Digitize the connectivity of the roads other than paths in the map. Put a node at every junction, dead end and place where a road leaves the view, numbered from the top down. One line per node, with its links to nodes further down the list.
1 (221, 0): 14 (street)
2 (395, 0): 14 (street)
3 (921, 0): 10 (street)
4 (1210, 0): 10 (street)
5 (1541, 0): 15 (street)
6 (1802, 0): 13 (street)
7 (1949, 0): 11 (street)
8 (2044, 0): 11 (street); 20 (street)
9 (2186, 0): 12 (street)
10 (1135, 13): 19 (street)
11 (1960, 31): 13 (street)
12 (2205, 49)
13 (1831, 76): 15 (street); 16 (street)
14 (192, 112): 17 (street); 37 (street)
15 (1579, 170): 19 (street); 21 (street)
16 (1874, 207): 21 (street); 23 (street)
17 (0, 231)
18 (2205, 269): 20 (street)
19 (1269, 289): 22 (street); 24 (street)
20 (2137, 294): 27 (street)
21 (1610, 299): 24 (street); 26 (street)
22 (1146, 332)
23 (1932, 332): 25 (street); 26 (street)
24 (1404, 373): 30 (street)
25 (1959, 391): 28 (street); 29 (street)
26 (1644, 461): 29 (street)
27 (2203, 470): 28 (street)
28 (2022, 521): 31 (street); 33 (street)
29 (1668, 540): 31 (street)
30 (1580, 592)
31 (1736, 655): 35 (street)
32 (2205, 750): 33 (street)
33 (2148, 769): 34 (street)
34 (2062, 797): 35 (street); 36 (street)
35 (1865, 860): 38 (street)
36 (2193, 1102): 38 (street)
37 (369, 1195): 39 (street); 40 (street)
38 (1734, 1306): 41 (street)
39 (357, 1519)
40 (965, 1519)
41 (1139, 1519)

EXERCISE OBJECTIVE: Could you print the material above once more, exactly as it stands?

RESPONSE TO THE TASK:
Digitize the connectivity of the roads other than paths in the map. Put a node at every junction, dead end and place where a road leaves the view, numbered from the top down. One line per node, with its links to nodes further down the list.
1 (221, 0): 14 (street)
2 (395, 0): 14 (street)
3 (921, 0): 10 (street)
4 (1210, 0): 10 (street)
5 (1541, 0): 15 (street)
6 (1802, 0): 13 (street)
7 (1949, 0): 11 (street)
8 (2044, 0): 11 (street); 20 (street)
9 (2186, 0): 12 (street)
10 (1135, 13): 19 (street)
11 (1960, 31): 13 (street)
12 (2205, 49)
13 (1831, 76): 15 (street); 16 (street)
14 (192, 112): 17 (street); 37 (street)
15 (1579, 170): 19 (street); 21 (street)
16 (1874, 207): 21 (street); 23 (street)
17 (0, 231)
18 (2205, 269): 20 (street)
19 (1269, 289): 22 (street); 24 (street)
20 (2137, 294): 27 (street)
21 (1610, 299): 24 (street); 26 (street)
22 (1146, 332)
23 (1932, 332): 25 (street); 26 (street)
24 (1404, 373): 30 (street)
25 (1959, 391): 28 (street); 29 (street)
26 (1644, 461): 29 (street)
27 (2203, 470): 28 (street)
28 (2022, 521): 31 (street); 33 (street)
29 (1668, 540): 31 (street)
30 (1580, 592)
31 (1736, 655): 35 (street)
32 (2205, 750): 33 (street)
33 (2148, 769): 34 (street)
34 (2062, 797): 35 (street); 36 (street)
35 (1865, 860): 38 (street)
36 (2193, 1102): 38 (street)
37 (369, 1195): 39 (street); 40 (street)
38 (1734, 1306): 41 (street)
39 (357, 1519)
40 (965, 1519)
41 (1139, 1519)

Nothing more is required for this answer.